Information shown
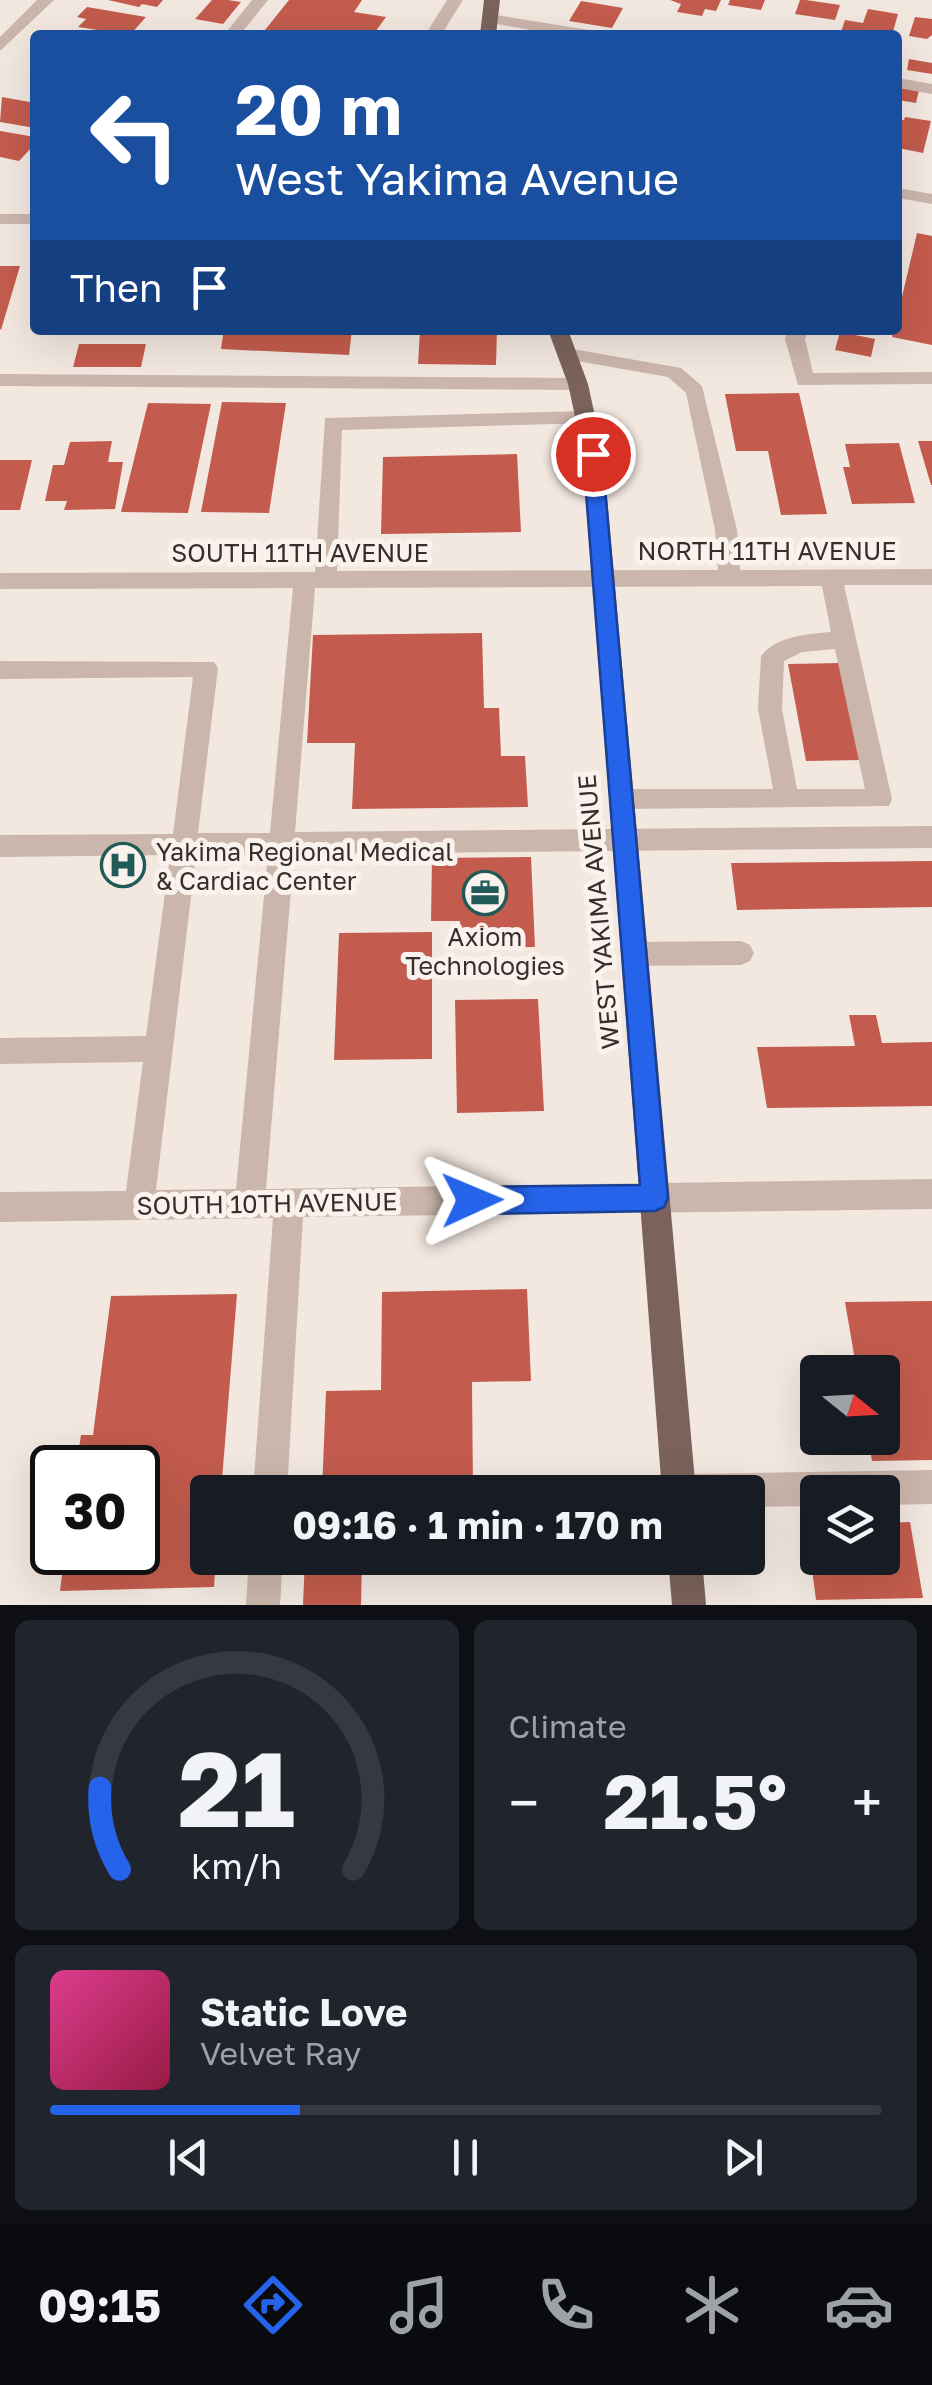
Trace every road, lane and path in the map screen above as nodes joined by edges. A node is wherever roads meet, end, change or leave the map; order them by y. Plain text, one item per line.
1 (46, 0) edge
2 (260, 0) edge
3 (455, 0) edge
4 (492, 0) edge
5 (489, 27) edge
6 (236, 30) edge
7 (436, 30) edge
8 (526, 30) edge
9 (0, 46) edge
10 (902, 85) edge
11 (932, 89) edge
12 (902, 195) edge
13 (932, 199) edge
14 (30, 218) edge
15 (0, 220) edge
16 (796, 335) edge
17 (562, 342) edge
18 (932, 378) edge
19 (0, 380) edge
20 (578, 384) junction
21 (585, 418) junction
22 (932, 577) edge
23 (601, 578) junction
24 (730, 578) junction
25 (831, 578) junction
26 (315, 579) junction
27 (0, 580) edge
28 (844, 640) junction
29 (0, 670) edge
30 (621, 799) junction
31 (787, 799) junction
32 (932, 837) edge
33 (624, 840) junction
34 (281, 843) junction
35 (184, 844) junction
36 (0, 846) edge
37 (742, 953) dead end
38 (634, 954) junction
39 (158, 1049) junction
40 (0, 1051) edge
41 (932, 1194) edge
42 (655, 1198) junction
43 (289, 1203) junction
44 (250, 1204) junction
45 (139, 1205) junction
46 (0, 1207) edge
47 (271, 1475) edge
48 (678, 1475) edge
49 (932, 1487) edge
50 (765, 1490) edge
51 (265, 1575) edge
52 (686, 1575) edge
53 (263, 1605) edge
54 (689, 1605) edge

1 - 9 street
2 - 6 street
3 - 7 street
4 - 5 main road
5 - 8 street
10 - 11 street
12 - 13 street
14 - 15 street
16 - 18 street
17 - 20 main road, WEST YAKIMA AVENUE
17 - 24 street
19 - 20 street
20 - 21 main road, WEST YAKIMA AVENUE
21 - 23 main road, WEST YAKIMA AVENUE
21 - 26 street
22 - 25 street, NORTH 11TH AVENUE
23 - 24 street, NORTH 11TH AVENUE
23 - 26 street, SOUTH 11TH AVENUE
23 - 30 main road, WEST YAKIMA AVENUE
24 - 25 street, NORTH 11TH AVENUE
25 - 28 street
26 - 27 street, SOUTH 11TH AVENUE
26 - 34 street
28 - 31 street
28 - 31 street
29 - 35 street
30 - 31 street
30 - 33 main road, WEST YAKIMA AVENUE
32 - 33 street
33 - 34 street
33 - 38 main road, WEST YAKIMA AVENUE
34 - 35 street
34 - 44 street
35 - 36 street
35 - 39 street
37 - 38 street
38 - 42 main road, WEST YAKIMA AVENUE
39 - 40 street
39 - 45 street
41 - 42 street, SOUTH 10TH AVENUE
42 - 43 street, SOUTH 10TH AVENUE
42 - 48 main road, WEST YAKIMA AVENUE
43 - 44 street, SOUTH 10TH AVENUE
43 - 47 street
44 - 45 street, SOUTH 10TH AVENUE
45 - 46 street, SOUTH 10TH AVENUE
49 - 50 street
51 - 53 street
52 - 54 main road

Assignment
Once more, give the listing above exactly, leaving each picture out.

Expected answer
Trace every road, lane and path in the map screen above as nodes joined by edges. A node is wherever roads meet, end, change or leave the map; order them by y. Plain text, one item per line.
1 (46, 0) edge
2 (260, 0) edge
3 (455, 0) edge
4 (492, 0) edge
5 (489, 27) edge
6 (236, 30) edge
7 (436, 30) edge
8 (526, 30) edge
9 (0, 46) edge
10 (902, 85) edge
11 (932, 89) edge
12 (902, 195) edge
13 (932, 199) edge
14 (30, 218) edge
15 (0, 220) edge
16 (796, 335) edge
17 (562, 342) edge
18 (932, 378) edge
19 (0, 380) edge
20 (578, 384) junction
21 (585, 418) junction
22 (932, 577) edge
23 (601, 578) junction
24 (730, 578) junction
25 (831, 578) junction
26 (315, 579) junction
27 (0, 580) edge
28 (844, 640) junction
29 (0, 670) edge
30 (621, 799) junction
31 (787, 799) junction
32 (932, 837) edge
33 (624, 840) junction
34 (281, 843) junction
35 (184, 844) junction
36 (0, 846) edge
37 (742, 953) dead end
38 (634, 954) junction
39 (158, 1049) junction
40 (0, 1051) edge
41 (932, 1194) edge
42 (655, 1198) junction
43 (289, 1203) junction
44 (250, 1204) junction
45 (139, 1205) junction
46 (0, 1207) edge
47 (271, 1475) edge
48 (678, 1475) edge
49 (932, 1487) edge
50 (765, 1490) edge
51 (265, 1575) edge
52 (686, 1575) edge
53 (263, 1605) edge
54 (689, 1605) edge

1 - 9 street
2 - 6 street
3 - 7 street
4 - 5 main road
5 - 8 street
10 - 11 street
12 - 13 street
14 - 15 street
16 - 18 street
17 - 20 main road, WEST YAKIMA AVENUE
17 - 24 street
19 - 20 street
20 - 21 main road, WEST YAKIMA AVENUE
21 - 23 main road, WEST YAKIMA AVENUE
21 - 26 street
22 - 25 street, NORTH 11TH AVENUE
23 - 24 street, NORTH 11TH AVENUE
23 - 26 street, SOUTH 11TH AVENUE
23 - 30 main road, WEST YAKIMA AVENUE
24 - 25 street, NORTH 11TH AVENUE
25 - 28 street
26 - 27 street, SOUTH 11TH AVENUE
26 - 34 street
28 - 31 street
28 - 31 street
29 - 35 street
30 - 31 street
30 - 33 main road, WEST YAKIMA AVENUE
32 - 33 street
33 - 34 street
33 - 38 main road, WEST YAKIMA AVENUE
34 - 35 street
34 - 44 street
35 - 36 street
35 - 39 street
37 - 38 street
38 - 42 main road, WEST YAKIMA AVENUE
39 - 40 street
39 - 45 street
41 - 42 street, SOUTH 10TH AVENUE
42 - 43 street, SOUTH 10TH AVENUE
42 - 48 main road, WEST YAKIMA AVENUE
43 - 44 street, SOUTH 10TH AVENUE
43 - 47 street
44 - 45 street, SOUTH 10TH AVENUE
45 - 46 street, SOUTH 10TH AVENUE
49 - 50 street
51 - 53 street
52 - 54 main road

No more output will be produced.